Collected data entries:
%%
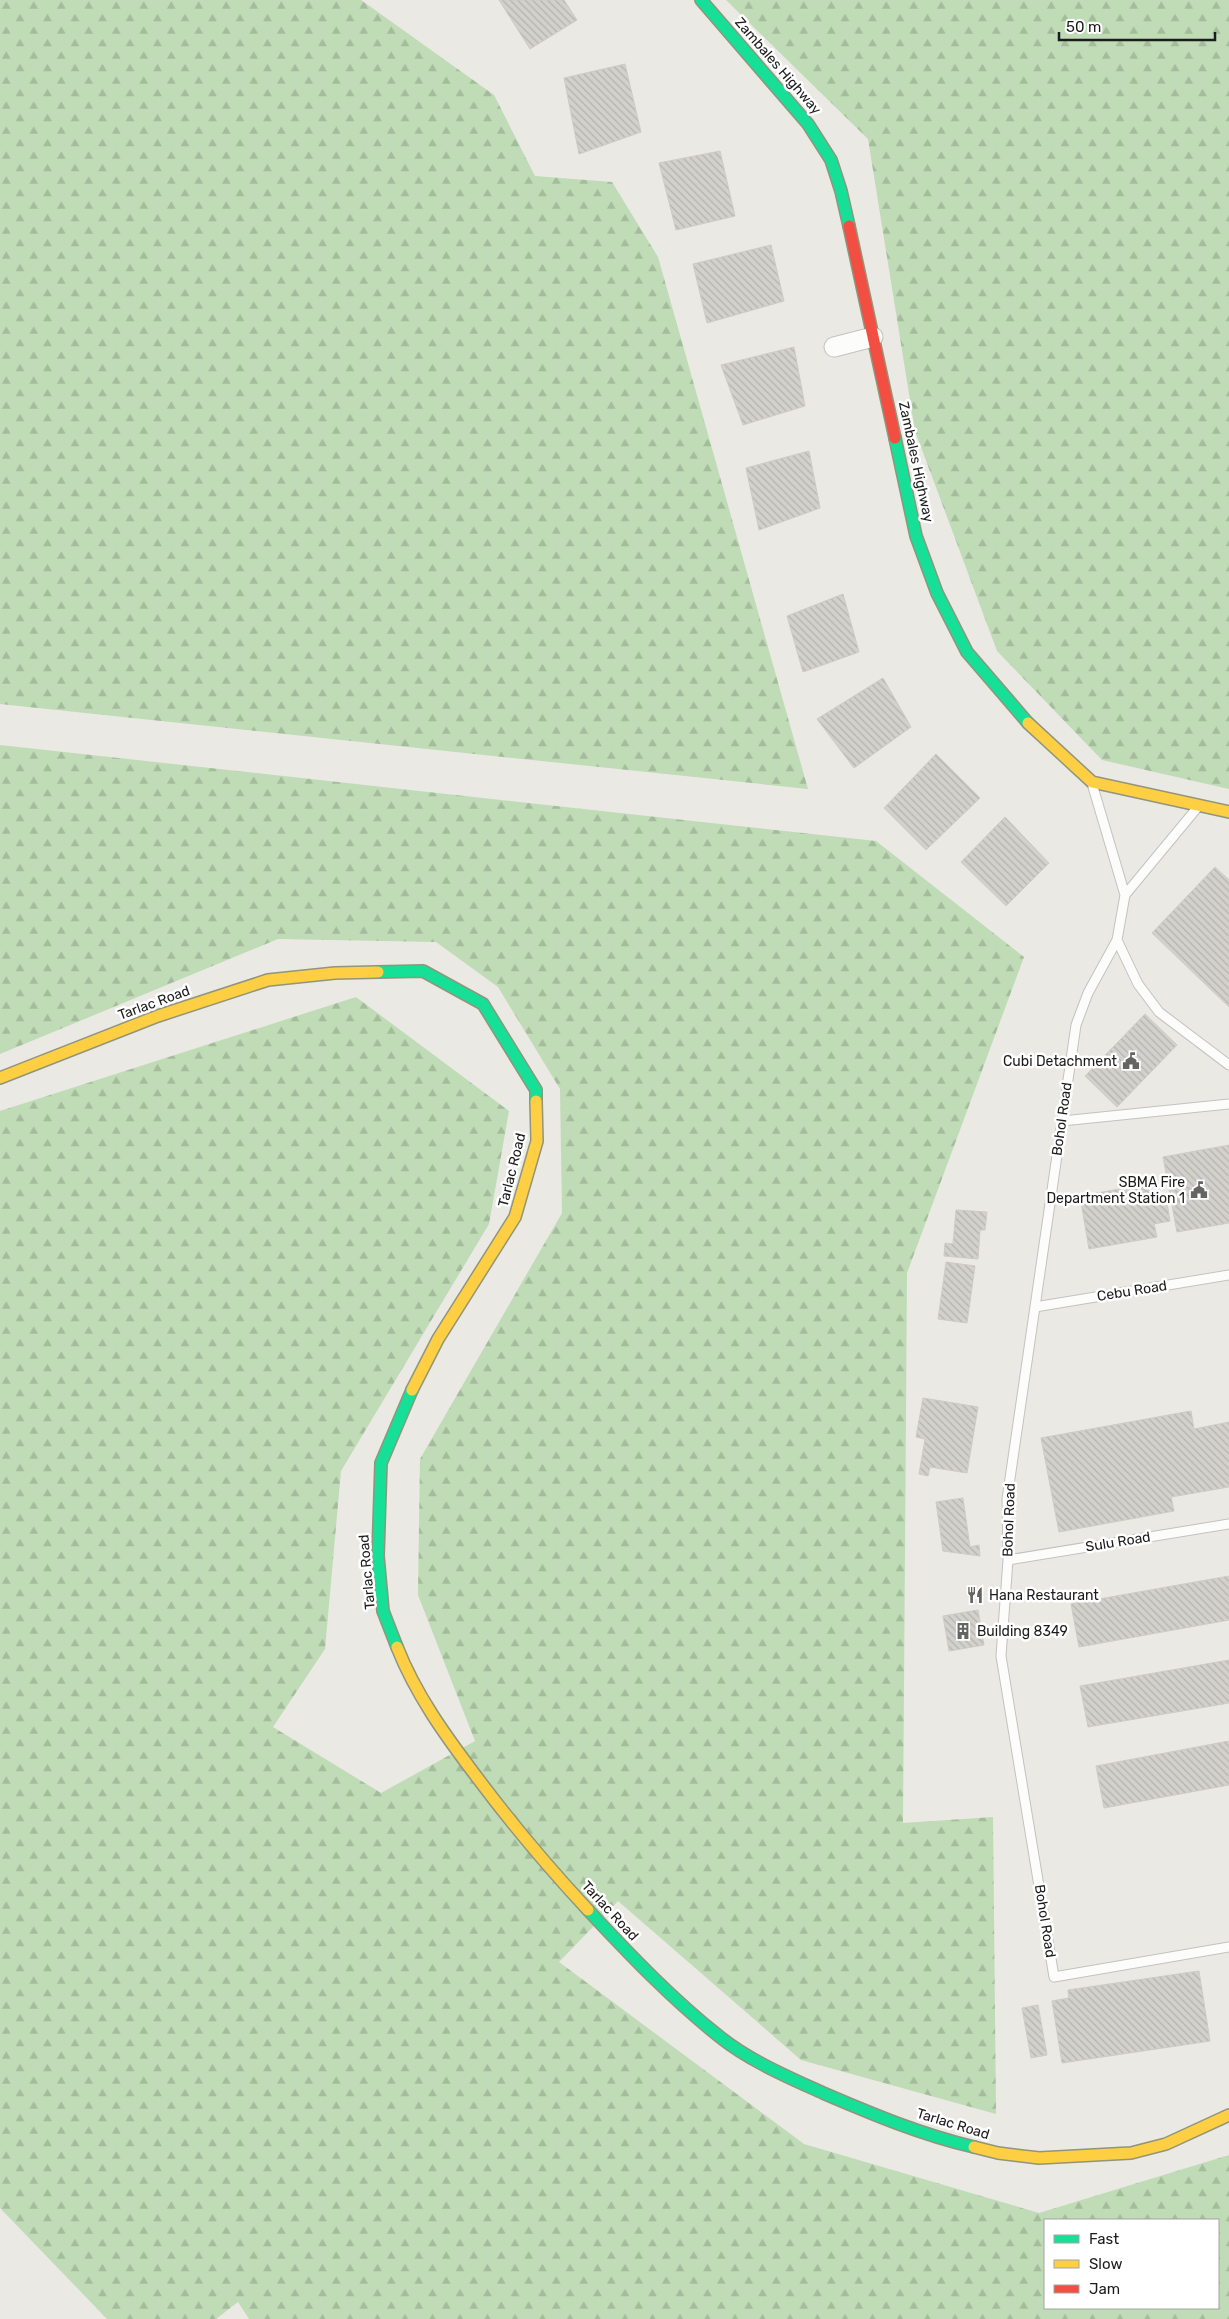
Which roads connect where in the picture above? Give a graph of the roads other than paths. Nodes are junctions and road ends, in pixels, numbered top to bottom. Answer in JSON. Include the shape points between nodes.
{"nodes":[{"id":1,"x":701,"y":0,"type":"edge"},
{"id":2,"x":873,"y":337,"type":"junction"},
{"id":3,"x":834,"y":347,"type":"dead end"},
{"id":4,"x":1092,"y":782,"type":"junction"},
{"id":5,"x":1198,"y":806,"type":"junction"},
{"id":6,"x":1229,"y":812,"type":"edge"},
{"id":7,"x":1125,"y":895,"type":"junction"},
{"id":8,"x":1117,"y":940,"type":"junction"},
{"id":9,"x":1229,"y":1065,"type":"edge"},
{"id":10,"x":0,"y":1078,"type":"edge"},
{"id":11,"x":1229,"y":1104,"type":"edge"},
{"id":12,"x":1062,"y":1121,"type":"junction"},
{"id":13,"x":1229,"y":1275,"type":"edge"},
{"id":14,"x":1035,"y":1307,"type":"junction"},
{"id":15,"x":1229,"y":1524,"type":"edge"},
{"id":16,"x":1008,"y":1560,"type":"junction"},
{"id":17,"x":1229,"y":1947,"type":"edge"},
{"id":18,"x":1229,"y":2115,"type":"edge"}],
"edges":[{"from":1,"to":2,"type":"main road","name":"Zambales Highway","via":[[808,124],[831,160],[841,191]]},
{"from":2,"to":3,"type":"street"},
{"from":2,"to":4,"type":"main road","name":"Zambales Highway","via":[[916,536],[938,593],[967,652],[1024,720]]},
{"from":4,"to":5,"type":"main road","name":"Zambales Highway"},
{"from":4,"to":7,"type":"lane","name":"Bohol Road"},
{"from":5,"to":6,"type":"main road","name":"Zambales Highway"},
{"from":5,"to":7,"type":"lane","name":"Bohol Road"},
{"from":7,"to":8,"type":"lane","name":"Bohol Road"},
{"from":8,"to":9,"type":"lane","via":[[1138,984],[1159,1012]]},
{"from":8,"to":12,"type":"lane","name":"Bohol Road","via":[[1088,993],[1076,1025]]},
{"from":10,"to":18,"type":"main road","name":"Tarlac Road","via":[[158,1016],[268,980],[423,971],[483,1004],[536,1090],[537,1141],[515,1217],[438,1339],[409,1396],[381,1463],[378,1556],[383,1611],[407,1673],[438,1726],[503,1812],[647,1973],[721,2038],[778,2073],[860,2109],[951,2142],[1038,2158],[1131,2153],[1166,2144]]},
{"from":11,"to":12,"type":"lane"},
{"from":12,"to":14,"type":"lane","name":"Bohol Road"},
{"from":13,"to":14,"type":"lane","name":"Cebu Road"},
{"from":14,"to":16,"type":"lane","name":"Bohol Road","via":[[1007,1499]]},
{"from":15,"to":16,"type":"lane","name":"Sulu Road"},
{"from":16,"to":17,"type":"lane","name":"Bohol Road","via":[[1001,1656],[1054,1977]]}]}
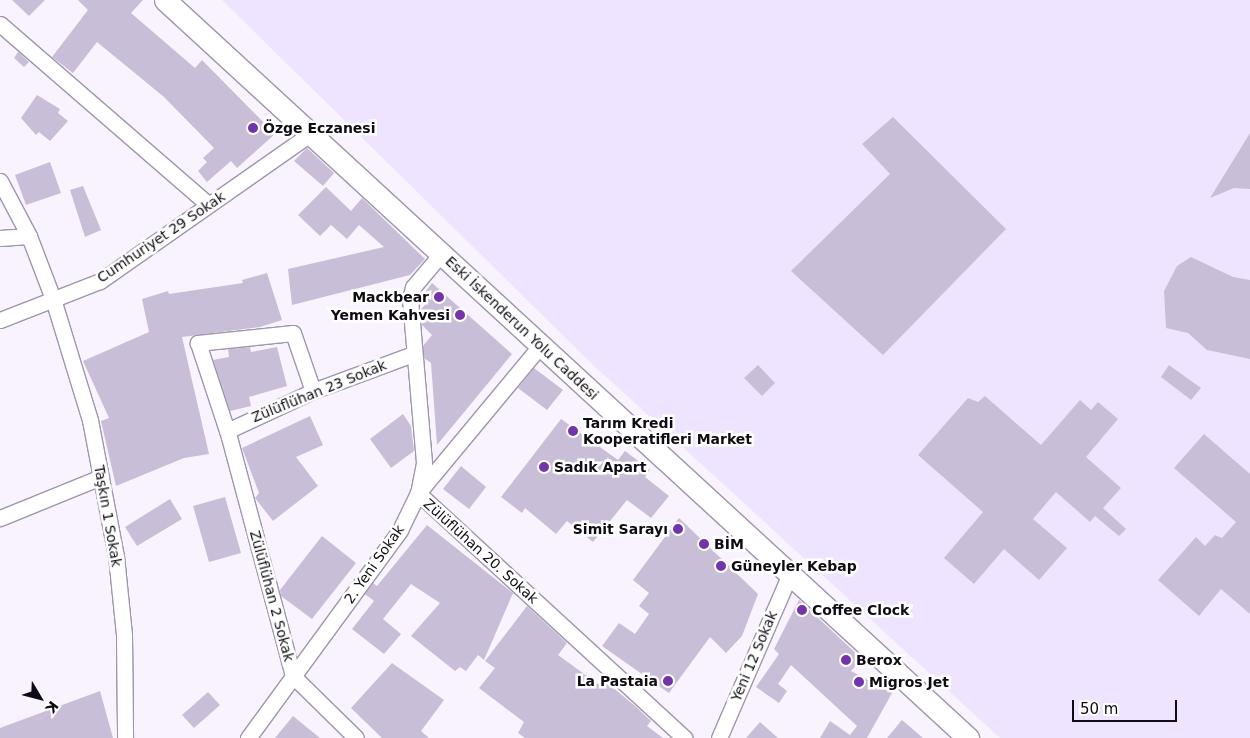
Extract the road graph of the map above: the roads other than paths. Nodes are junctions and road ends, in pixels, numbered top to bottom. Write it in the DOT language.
graph roads {
  1 [pos="165,0"];
  2 [pos="0,24"];
  3 [pos="310,134"];
  4 [pos="0,181"];
  5 [pos="209,205"];
  6 [pos="28,236"];
  7 [pos="0,238"];
  8 [pos="441,254"];
  9 [pos="52,299"];
  10 [pos="0,320"];
  11 [pos="541,346"];
  12 [pos="413,354"];
  13 [pos="313,391"];
  14 [pos="227,431"];
  15 [pos="101,477"];
  16 [pos="418,493"];
  17 [pos="0,518"];
  18 [pos="790,574"];
  19 [pos="294,676"];
  20 [pos="126,738"];
  21 [pos="248,738"];
  22 [pos="356,738"];
  23 [pos="684,738"];
  24 [pos="719,738"];
  25 [pos="968,738"];
  1 -- 3 [label="street, Eski İskenderun Yolu Caddesi"];
  2 -- 5 [label="street"];
  3 -- 5 [label="street, Cumhuriyet 29 Sokak"];
  3 -- 8 [label="street, Eski İskenderun Yolu Caddesi"];
  4 -- 6 [label="street, Taşkın 1 Sokak"];
  5 -- 9 [label="street, Cumhuriyet 29 Sokak"];
  6 -- 7 [label="street"];
  6 -- 9 [label="street, Taşkın 1 Sokak"];
  8 -- 11 [label="street, Eski İskenderun Yolu Caddesi"];
  8 -- 12 [label="street, Zülüflühan 20. Sokak"];
  9 -- 10 [label="street, Cumhuriyet 29 Sokak"];
  9 -- 15 [label="street, Taşkın 1 Sokak"];
  11 -- 16 [label="street, 2. Yeni Sokak"];
  11 -- 18 [label="street, Eski İskenderun Yolu Caddesi"];
  12 -- 13 [label="street, Zülüflühan 23 Sokak"];
  12 -- 16 [label="street, Zülüflühan 20. Sokak"];
  13 -- 14 [label="street, Zülüflühan 23 Sokak"];
  13 -- 14 [label="street, Zülüflühan 2 Sokak"];
  14 -- 19 [label="street, Zülüflühan 2 Sokak"];
  15 -- 17 [label="street"];
  15 -- 20 [label="street, Taşkın 1 Sokak"];
  16 -- 19 [label="street, 2. Yeni Sokak"];
  16 -- 23 [label="street, Zülüflühan 20. Sokak"];
  18 -- 24 [label="street, Yeni 12 Sokak"];
  18 -- 25 [label="street, Eski İskenderun Yolu Caddesi"];
  19 -- 21 [label="street, 2. Yeni Sokak"];
  19 -- 22 [label="street, Zülüflühan 2 Sokak"];
}
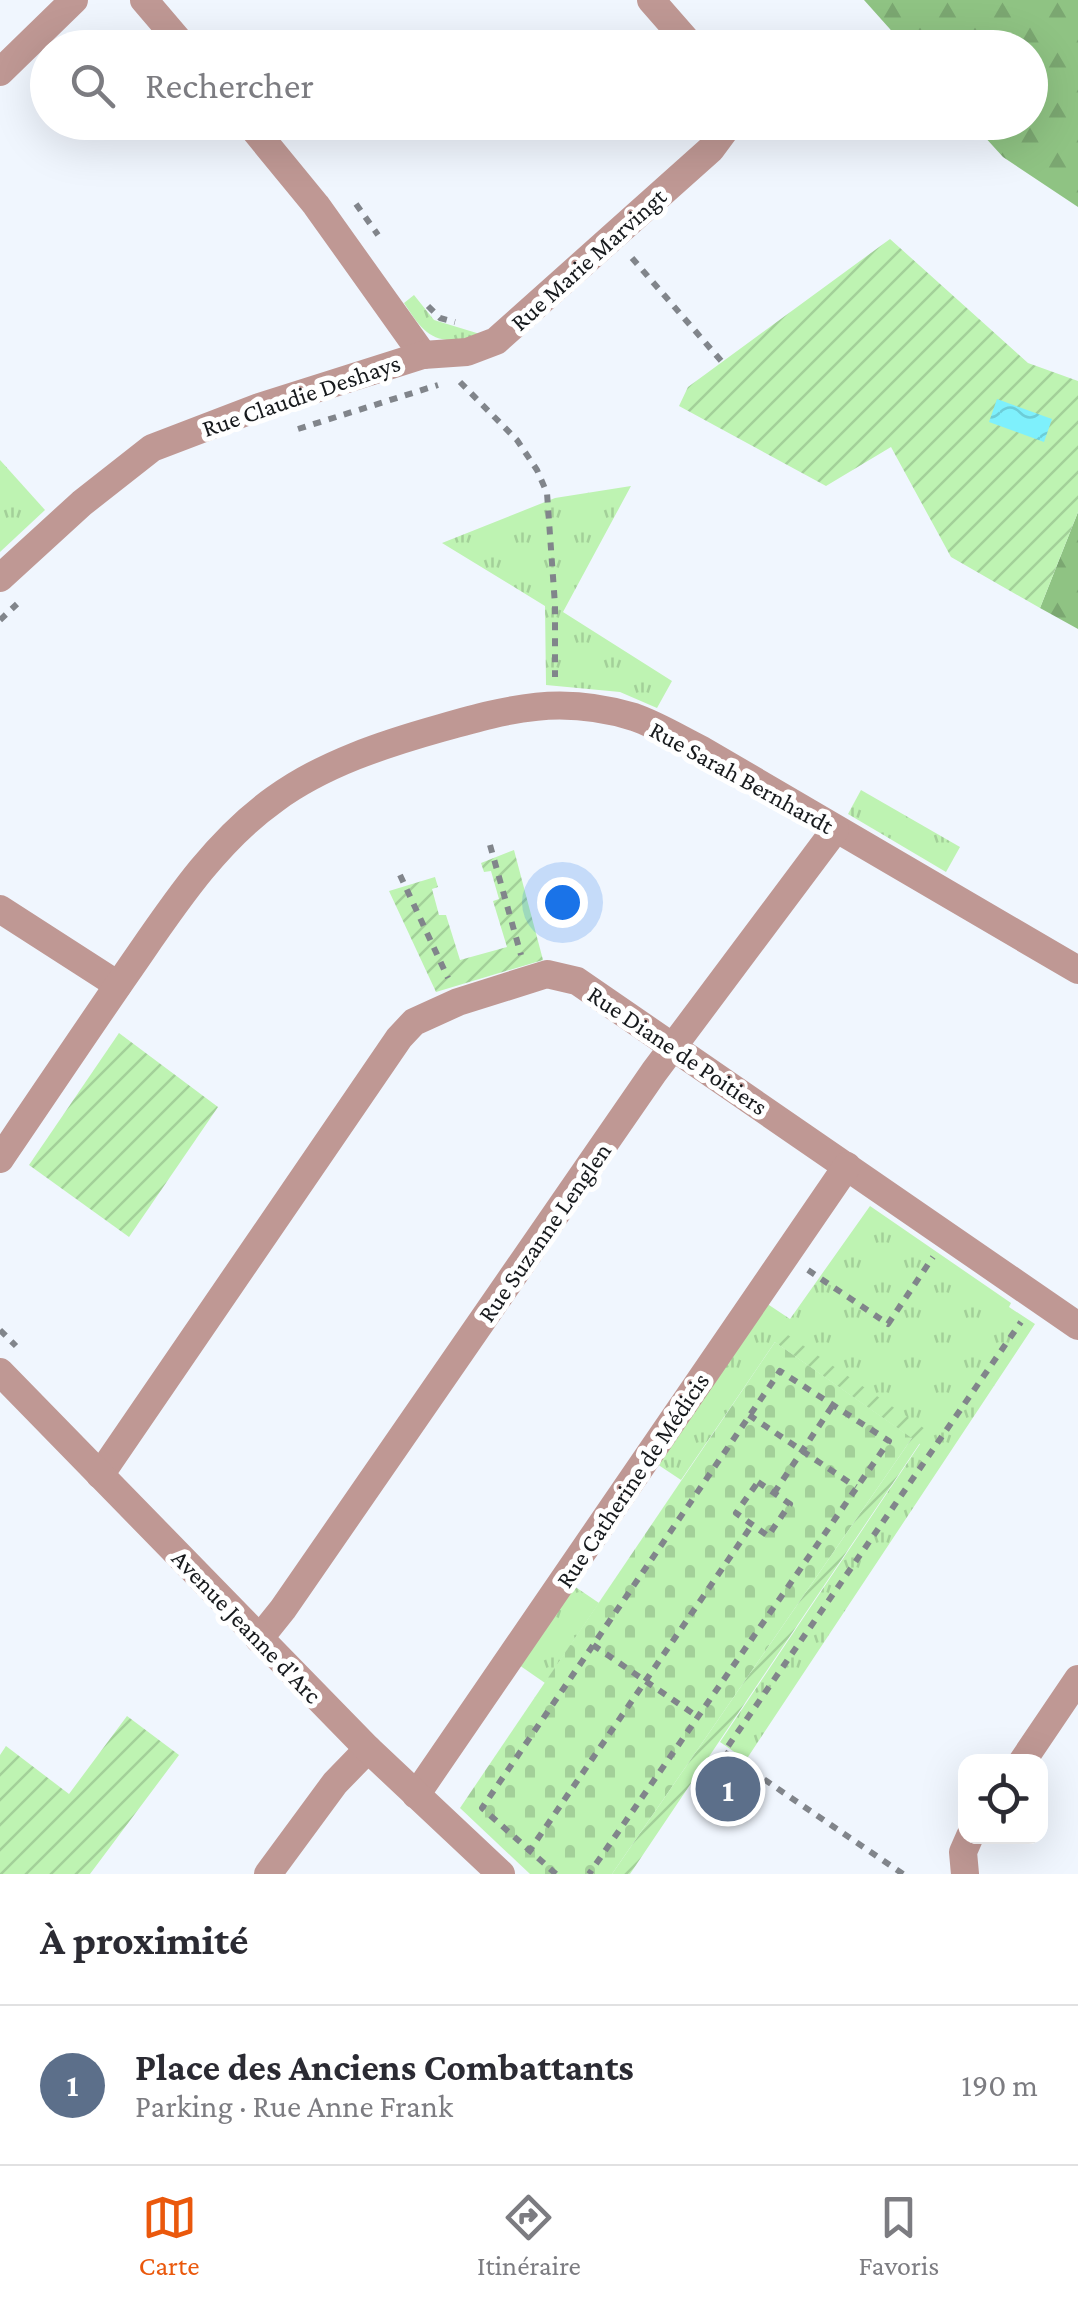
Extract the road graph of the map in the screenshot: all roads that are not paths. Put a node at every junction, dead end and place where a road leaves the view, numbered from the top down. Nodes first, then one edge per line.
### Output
1 (74, 0) edge
2 (144, 0) edge
3 (652, 0) edge
4 (43, 30) edge
5 (170, 30) edge
6 (677, 30) edge
7 (30, 43) edge
8 (0, 72) edge
9 (263, 140) edge
10 (718, 140) edge
11 (423, 354) junction
12 (0, 578) edge
13 (836, 830) junction
14 (0, 908) edge
15 (1078, 970) edge
16 (118, 985) junction
17 (673, 1046) junction
18 (0, 1158) edge
19 (847, 1166) junction
20 (1078, 1326) edge
21 (1, 1377) edge
22 (100, 1475) junction
23 (259, 1638) junction
24 (1078, 1678) edge
25 (368, 1749) junction
26 (1027, 1754) edge
27 (416, 1795) junction
28 (966, 1844) edge
29 (510, 1869) edge
30 (268, 1874) edge
31 (964, 1874) edge

1 - 4 street
2 - 5 street
3 - 6 street
7 - 8 street
9 - 11 street, Rue Claudie Deshays
10 - 11 street, Rue Marie Marvingt
11 - 12 street, Rue Claudie Deshays
13 - 15 street, Rue Sarah Bernhardt
13 - 16 street, Rue Sarah Bernhardt
13 - 17 street, Rue Suzanne Lenglen
14 - 16 street
16 - 18 street, Rue Sarah Bernhardt
17 - 19 street, Rue Diane de Poitiers
17 - 22 street, Rue Diane de Poitiers
17 - 23 street, Rue Suzanne Lenglen
19 - 20 street, Rue Diane de Poitiers
19 - 27 street, Rue Catherine de Médicis
21 - 22 street, Avenue Jeanne d'Arc
22 - 23 street, Avenue Jeanne d'Arc
23 - 25 street, Avenue Jeanne d'Arc
24 - 26 street
25 - 27 street, Avenue Jeanne d'Arc
25 - 30 street
27 - 29 street, Avenue Jeanne d'Arc
28 - 31 street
%%
**Task directions:** Wherever a line in the data above holds "Suzanne", copy that line.

**Result below:**
13 - 17 street, Rue Suzanne Lenglen
17 - 23 street, Rue Suzanne Lenglen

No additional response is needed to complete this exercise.